[WORK REQUEST] Show, in full, each line of the data that contains "Florenal".
START THE DATA
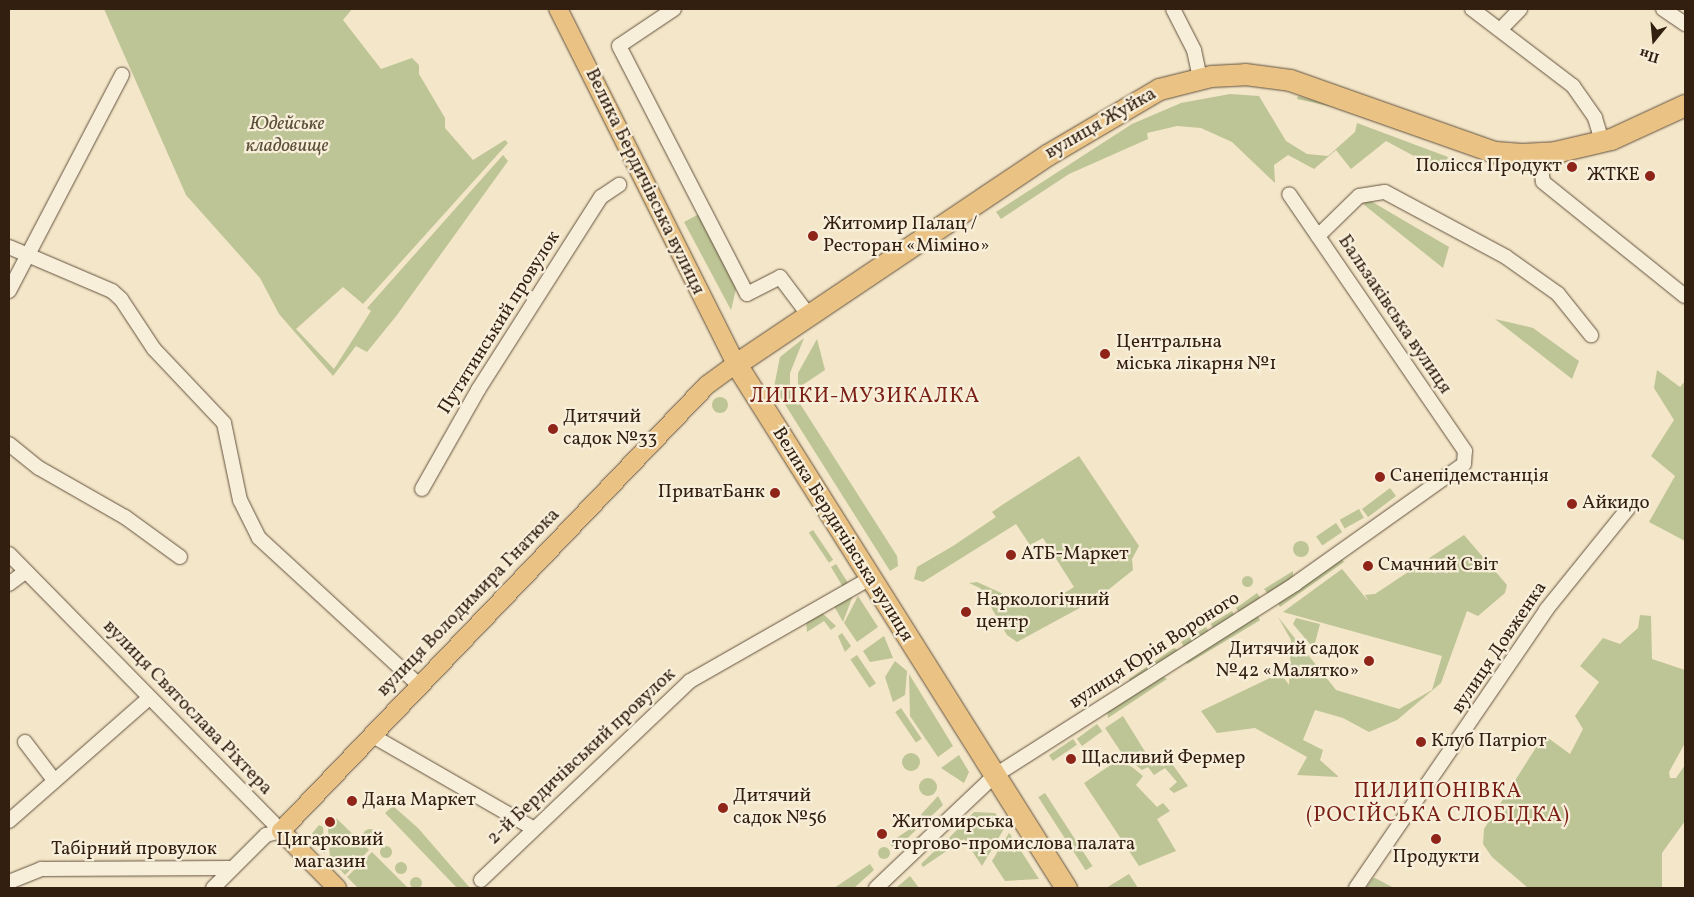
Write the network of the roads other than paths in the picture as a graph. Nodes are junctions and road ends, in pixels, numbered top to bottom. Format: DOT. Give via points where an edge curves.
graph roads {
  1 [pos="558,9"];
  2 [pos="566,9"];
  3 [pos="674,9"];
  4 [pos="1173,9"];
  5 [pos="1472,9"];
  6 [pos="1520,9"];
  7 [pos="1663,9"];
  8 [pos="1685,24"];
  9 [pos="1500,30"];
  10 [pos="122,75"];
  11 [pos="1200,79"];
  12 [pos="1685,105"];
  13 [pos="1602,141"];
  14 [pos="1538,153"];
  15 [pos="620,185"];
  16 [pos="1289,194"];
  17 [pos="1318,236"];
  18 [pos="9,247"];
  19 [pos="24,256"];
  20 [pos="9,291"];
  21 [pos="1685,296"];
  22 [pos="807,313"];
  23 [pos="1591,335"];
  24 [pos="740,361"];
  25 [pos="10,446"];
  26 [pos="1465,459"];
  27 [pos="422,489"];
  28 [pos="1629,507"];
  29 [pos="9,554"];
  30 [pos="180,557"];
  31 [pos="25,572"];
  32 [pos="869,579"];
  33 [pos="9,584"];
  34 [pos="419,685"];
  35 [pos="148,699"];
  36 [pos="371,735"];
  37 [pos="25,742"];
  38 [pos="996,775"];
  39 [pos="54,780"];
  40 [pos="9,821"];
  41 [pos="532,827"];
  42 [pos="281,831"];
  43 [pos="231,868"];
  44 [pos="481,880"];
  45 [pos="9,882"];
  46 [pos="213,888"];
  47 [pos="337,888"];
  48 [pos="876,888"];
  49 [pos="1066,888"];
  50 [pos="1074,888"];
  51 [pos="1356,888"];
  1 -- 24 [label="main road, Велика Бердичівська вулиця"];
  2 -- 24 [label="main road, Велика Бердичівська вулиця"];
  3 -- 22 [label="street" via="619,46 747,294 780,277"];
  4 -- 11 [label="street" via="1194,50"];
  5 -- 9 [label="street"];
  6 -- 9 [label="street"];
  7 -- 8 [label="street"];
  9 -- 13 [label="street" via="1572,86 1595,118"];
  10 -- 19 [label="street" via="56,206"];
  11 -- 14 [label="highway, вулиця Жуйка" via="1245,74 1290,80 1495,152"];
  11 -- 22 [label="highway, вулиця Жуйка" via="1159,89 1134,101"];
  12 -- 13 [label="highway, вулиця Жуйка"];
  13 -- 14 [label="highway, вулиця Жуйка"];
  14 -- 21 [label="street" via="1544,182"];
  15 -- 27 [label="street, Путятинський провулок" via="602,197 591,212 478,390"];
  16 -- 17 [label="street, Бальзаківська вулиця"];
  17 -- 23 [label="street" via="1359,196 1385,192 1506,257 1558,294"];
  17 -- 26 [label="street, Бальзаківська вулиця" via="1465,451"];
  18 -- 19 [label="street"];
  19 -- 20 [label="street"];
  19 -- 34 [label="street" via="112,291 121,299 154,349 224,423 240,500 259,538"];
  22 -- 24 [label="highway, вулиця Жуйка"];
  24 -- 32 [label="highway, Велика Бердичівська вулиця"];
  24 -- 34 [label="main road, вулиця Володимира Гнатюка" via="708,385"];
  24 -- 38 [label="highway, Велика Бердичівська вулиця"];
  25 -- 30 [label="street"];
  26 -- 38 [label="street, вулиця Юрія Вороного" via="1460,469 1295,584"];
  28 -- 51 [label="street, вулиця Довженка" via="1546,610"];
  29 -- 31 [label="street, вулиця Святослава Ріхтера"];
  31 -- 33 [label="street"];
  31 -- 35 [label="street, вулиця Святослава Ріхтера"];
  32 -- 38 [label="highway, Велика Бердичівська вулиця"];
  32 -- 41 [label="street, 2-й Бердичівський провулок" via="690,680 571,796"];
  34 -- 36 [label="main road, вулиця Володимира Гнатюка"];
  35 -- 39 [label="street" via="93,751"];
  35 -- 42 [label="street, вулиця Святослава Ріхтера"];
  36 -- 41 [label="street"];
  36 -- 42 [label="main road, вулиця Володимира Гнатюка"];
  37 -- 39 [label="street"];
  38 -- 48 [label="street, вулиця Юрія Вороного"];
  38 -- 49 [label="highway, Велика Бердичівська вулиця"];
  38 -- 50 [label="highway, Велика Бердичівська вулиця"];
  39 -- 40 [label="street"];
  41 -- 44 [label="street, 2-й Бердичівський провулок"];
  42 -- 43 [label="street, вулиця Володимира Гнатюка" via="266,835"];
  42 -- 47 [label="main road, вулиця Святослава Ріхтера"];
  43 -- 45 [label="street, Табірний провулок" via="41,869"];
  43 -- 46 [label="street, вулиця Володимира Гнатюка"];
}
END THE DATA
START THE DATA
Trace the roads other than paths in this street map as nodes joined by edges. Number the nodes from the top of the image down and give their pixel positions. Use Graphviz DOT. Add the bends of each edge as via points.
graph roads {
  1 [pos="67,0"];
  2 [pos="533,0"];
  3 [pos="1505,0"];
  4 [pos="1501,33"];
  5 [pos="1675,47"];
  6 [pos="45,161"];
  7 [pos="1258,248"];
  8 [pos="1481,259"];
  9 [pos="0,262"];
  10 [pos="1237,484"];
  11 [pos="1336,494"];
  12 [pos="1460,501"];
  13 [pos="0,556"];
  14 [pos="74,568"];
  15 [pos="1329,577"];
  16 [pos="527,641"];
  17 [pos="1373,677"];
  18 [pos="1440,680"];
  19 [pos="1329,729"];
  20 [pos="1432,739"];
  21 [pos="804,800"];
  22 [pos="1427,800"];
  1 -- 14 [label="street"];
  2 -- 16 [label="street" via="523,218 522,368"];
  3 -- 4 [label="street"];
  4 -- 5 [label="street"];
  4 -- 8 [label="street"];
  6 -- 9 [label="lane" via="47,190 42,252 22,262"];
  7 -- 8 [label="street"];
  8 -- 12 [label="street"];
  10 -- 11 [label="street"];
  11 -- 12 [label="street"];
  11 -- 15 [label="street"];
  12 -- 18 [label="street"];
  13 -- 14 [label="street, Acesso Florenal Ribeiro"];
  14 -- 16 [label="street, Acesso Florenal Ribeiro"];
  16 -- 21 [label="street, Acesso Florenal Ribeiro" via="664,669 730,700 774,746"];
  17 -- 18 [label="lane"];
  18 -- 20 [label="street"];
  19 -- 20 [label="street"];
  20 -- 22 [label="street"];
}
END THE DATA
[RESPONSE TO THIS EXERCISE]
  13 -- 14 [label="street, Acesso Florenal Ribeiro"];
  14 -- 16 [label="street, Acesso Florenal Ribeiro"];
  16 -- 21 [label="street, Acesso Florenal Ribeiro" via="664,669 730,700 774,746"];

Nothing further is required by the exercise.